### EXERCISE AIM
Return copies of the lines below that mention "bottom".

### DATA TO PROCESS
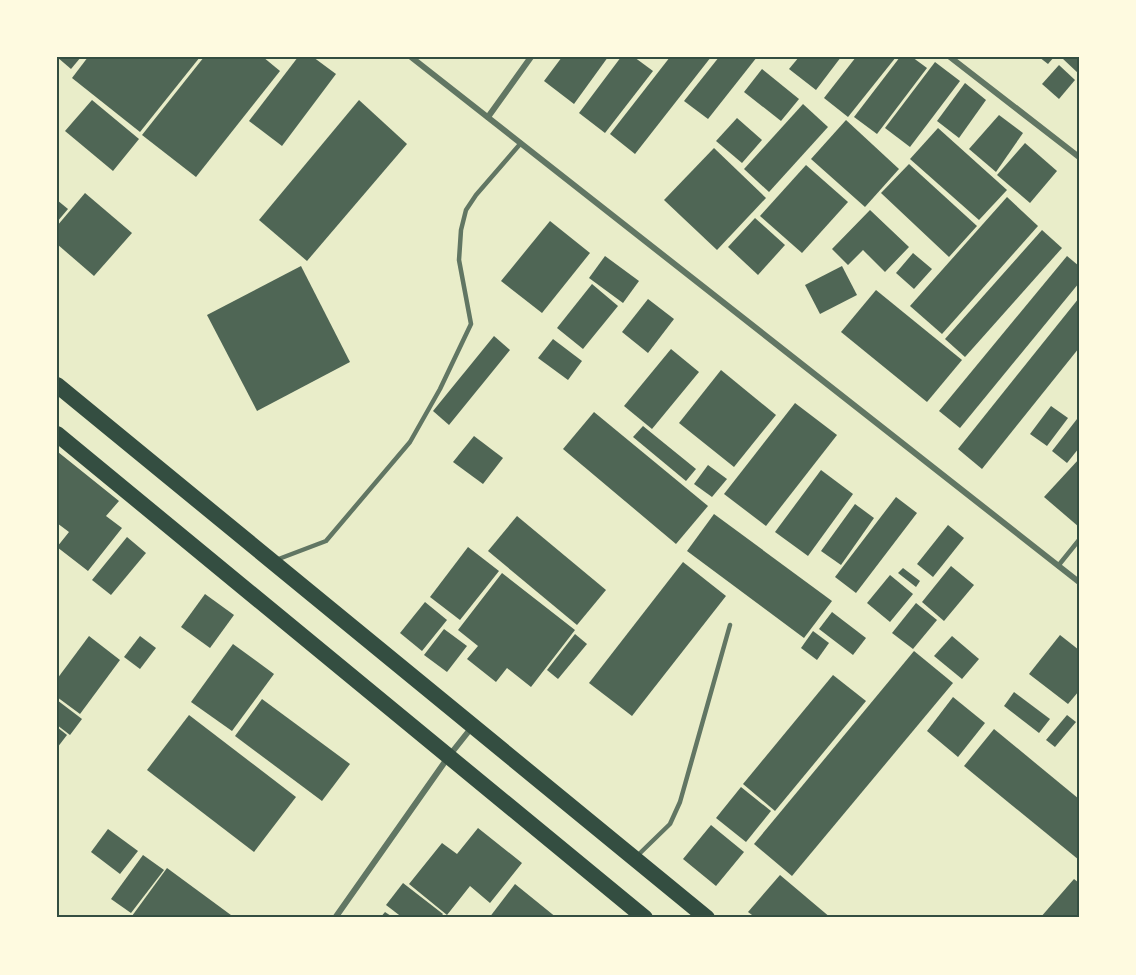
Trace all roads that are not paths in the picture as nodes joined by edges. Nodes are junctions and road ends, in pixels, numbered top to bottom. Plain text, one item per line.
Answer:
==
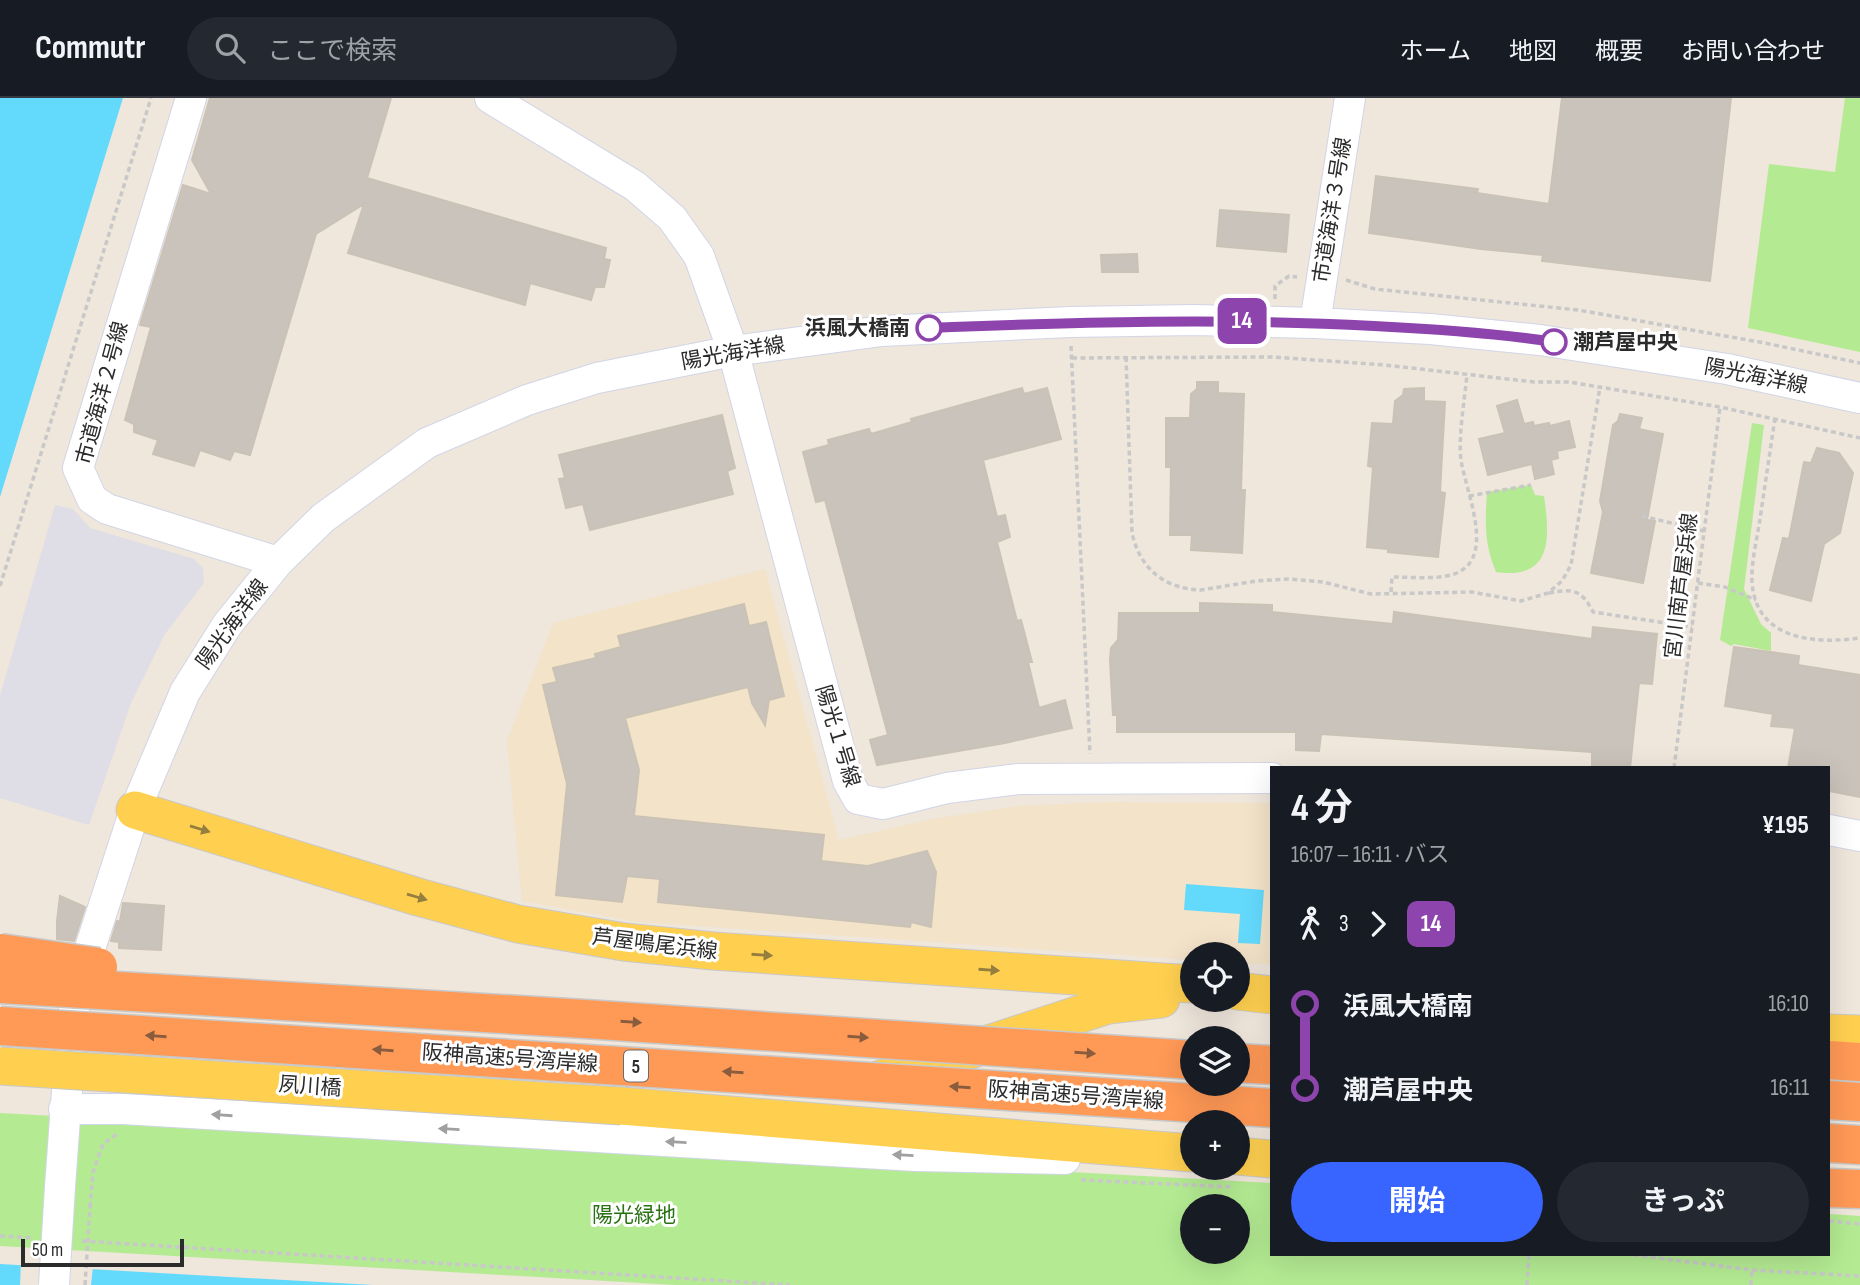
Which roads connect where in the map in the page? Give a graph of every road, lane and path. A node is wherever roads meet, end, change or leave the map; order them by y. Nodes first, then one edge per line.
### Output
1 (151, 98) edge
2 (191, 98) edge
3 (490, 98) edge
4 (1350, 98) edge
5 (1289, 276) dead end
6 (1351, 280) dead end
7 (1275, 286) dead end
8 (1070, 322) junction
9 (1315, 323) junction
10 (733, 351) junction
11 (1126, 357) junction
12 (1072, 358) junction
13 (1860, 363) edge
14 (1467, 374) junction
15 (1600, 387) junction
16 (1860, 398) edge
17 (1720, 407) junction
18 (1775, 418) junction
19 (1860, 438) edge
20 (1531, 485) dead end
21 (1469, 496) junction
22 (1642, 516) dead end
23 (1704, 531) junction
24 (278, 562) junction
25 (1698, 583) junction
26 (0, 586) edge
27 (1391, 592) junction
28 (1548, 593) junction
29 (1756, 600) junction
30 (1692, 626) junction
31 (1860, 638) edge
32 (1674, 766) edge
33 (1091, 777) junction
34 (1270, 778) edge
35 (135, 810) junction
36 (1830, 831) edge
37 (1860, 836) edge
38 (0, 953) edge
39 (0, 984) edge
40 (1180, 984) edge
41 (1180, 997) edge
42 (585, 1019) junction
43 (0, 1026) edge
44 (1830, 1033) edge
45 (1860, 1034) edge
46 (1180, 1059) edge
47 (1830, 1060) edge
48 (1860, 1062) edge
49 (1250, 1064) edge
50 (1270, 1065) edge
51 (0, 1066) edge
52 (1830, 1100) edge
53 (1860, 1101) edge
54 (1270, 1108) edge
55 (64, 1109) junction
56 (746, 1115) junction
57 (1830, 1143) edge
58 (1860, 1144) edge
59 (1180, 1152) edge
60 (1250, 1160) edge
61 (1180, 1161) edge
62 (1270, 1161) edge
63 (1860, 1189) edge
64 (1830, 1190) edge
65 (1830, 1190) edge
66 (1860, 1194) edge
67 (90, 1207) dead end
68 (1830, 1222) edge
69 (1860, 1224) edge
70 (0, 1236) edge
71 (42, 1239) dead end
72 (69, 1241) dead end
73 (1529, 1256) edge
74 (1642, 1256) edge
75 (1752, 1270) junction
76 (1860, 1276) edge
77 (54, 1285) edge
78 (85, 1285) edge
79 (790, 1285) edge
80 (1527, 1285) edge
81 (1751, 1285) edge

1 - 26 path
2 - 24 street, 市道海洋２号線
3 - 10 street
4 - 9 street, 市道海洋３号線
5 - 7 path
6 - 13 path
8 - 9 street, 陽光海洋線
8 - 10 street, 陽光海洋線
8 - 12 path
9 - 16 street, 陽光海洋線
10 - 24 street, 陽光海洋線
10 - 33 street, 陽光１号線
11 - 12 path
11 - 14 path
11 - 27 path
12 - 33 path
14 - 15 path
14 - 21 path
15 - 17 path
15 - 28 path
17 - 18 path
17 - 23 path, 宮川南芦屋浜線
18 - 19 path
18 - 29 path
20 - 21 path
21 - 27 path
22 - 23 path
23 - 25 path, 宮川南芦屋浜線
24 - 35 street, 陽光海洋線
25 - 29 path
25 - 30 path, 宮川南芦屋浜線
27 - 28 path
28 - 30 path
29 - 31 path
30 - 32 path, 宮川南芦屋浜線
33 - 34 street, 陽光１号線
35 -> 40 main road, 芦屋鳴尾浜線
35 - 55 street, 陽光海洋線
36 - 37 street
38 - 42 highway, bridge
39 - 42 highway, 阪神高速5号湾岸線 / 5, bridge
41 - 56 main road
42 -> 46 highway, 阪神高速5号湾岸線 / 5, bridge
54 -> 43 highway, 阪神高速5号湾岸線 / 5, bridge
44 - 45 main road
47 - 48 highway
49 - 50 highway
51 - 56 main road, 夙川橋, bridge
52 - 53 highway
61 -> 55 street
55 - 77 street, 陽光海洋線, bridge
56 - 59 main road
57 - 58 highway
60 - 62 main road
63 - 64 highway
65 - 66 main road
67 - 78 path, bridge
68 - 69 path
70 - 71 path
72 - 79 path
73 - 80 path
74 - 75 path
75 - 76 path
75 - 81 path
==
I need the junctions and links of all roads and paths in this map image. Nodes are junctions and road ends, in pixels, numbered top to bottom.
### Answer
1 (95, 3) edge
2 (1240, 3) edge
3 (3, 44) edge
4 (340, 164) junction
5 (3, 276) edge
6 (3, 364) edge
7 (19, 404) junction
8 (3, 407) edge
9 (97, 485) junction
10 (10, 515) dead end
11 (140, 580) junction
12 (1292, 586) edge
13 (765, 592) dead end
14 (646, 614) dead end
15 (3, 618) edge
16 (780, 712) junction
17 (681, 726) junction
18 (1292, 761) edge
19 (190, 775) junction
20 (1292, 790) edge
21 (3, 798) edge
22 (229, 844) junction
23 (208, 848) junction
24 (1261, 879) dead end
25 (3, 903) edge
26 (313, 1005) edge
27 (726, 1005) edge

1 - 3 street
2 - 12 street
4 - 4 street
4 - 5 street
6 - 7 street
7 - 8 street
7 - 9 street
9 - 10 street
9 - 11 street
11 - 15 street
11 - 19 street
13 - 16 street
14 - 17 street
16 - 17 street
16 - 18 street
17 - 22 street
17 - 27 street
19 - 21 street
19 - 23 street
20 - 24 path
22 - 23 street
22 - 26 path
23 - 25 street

### SOLUTION BELOW
Trace all roads that are not paths in the picture as nodes joined by edges. Nodes are junctions and road ends, in pixels, numbered top to bottom. Plain text, one item per line.
I need the junctions and links of all roads and paths in this map image. Nodes are junctions and road ends, in pixels, numbered top to bottom.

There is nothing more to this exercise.